> [Work to complete]:
Please print the data shown below without any alteration.

•••••

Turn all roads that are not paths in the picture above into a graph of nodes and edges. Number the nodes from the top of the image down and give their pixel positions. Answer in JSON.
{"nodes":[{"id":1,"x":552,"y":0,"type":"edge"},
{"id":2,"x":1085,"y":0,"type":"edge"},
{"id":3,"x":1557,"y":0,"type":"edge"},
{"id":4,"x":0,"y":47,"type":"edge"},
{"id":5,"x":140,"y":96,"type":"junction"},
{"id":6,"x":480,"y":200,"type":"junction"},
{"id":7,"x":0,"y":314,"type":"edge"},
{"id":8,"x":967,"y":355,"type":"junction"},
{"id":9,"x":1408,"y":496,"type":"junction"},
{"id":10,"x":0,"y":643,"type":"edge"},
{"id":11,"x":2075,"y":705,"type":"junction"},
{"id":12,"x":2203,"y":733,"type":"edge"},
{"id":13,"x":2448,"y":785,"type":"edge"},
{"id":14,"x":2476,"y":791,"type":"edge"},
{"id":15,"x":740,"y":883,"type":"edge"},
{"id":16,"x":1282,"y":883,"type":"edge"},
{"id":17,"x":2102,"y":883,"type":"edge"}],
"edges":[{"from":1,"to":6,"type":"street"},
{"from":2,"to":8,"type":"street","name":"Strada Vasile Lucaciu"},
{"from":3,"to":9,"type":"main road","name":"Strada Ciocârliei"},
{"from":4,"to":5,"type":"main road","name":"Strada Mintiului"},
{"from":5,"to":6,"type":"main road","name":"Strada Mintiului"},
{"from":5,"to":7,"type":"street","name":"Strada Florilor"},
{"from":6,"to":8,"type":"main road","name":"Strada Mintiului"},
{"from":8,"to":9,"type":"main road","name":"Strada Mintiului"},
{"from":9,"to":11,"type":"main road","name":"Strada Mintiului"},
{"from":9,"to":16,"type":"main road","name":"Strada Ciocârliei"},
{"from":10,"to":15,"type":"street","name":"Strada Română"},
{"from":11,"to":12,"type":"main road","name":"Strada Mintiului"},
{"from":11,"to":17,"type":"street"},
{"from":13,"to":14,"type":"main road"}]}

•••••

> [Answer to this problem]:
Turn all roads that are not paths in the picture above into a graph of nodes and edges. Number the nodes from the top of the image down and give their pixel positions. Answer in JSON.
{"nodes":[{"id":1,"x":552,"y":0,"type":"edge"},
{"id":2,"x":1085,"y":0,"type":"edge"},
{"id":3,"x":1557,"y":0,"type":"edge"},
{"id":4,"x":0,"y":47,"type":"edge"},
{"id":5,"x":140,"y":96,"type":"junction"},
{"id":6,"x":480,"y":200,"type":"junction"},
{"id":7,"x":0,"y":314,"type":"edge"},
{"id":8,"x":967,"y":355,"type":"junction"},
{"id":9,"x":1408,"y":496,"type":"junction"},
{"id":10,"x":0,"y":643,"type":"edge"},
{"id":11,"x":2075,"y":705,"type":"junction"},
{"id":12,"x":2203,"y":733,"type":"edge"},
{"id":13,"x":2448,"y":785,"type":"edge"},
{"id":14,"x":2476,"y":791,"type":"edge"},
{"id":15,"x":740,"y":883,"type":"edge"},
{"id":16,"x":1282,"y":883,"type":"edge"},
{"id":17,"x":2102,"y":883,"type":"edge"}],
"edges":[{"from":1,"to":6,"type":"street"},
{"from":2,"to":8,"type":"street","name":"Strada Vasile Lucaciu"},
{"from":3,"to":9,"type":"main road","name":"Strada Ciocârliei"},
{"from":4,"to":5,"type":"main road","name":"Strada Mintiului"},
{"from":5,"to":6,"type":"main road","name":"Strada Mintiului"},
{"from":5,"to":7,"type":"street","name":"Strada Florilor"},
{"from":6,"to":8,"type":"main road","name":"Strada Mintiului"},
{"from":8,"to":9,"type":"main road","name":"Strada Mintiului"},
{"from":9,"to":11,"type":"main road","name":"Strada Mintiului"},
{"from":9,"to":16,"type":"main road","name":"Strada Ciocârliei"},
{"from":10,"to":15,"type":"street","name":"Strada Română"},
{"from":11,"to":12,"type":"main road","name":"Strada Mintiului"},
{"from":11,"to":17,"type":"street"},
{"from":13,"to":14,"type":"main road"}]}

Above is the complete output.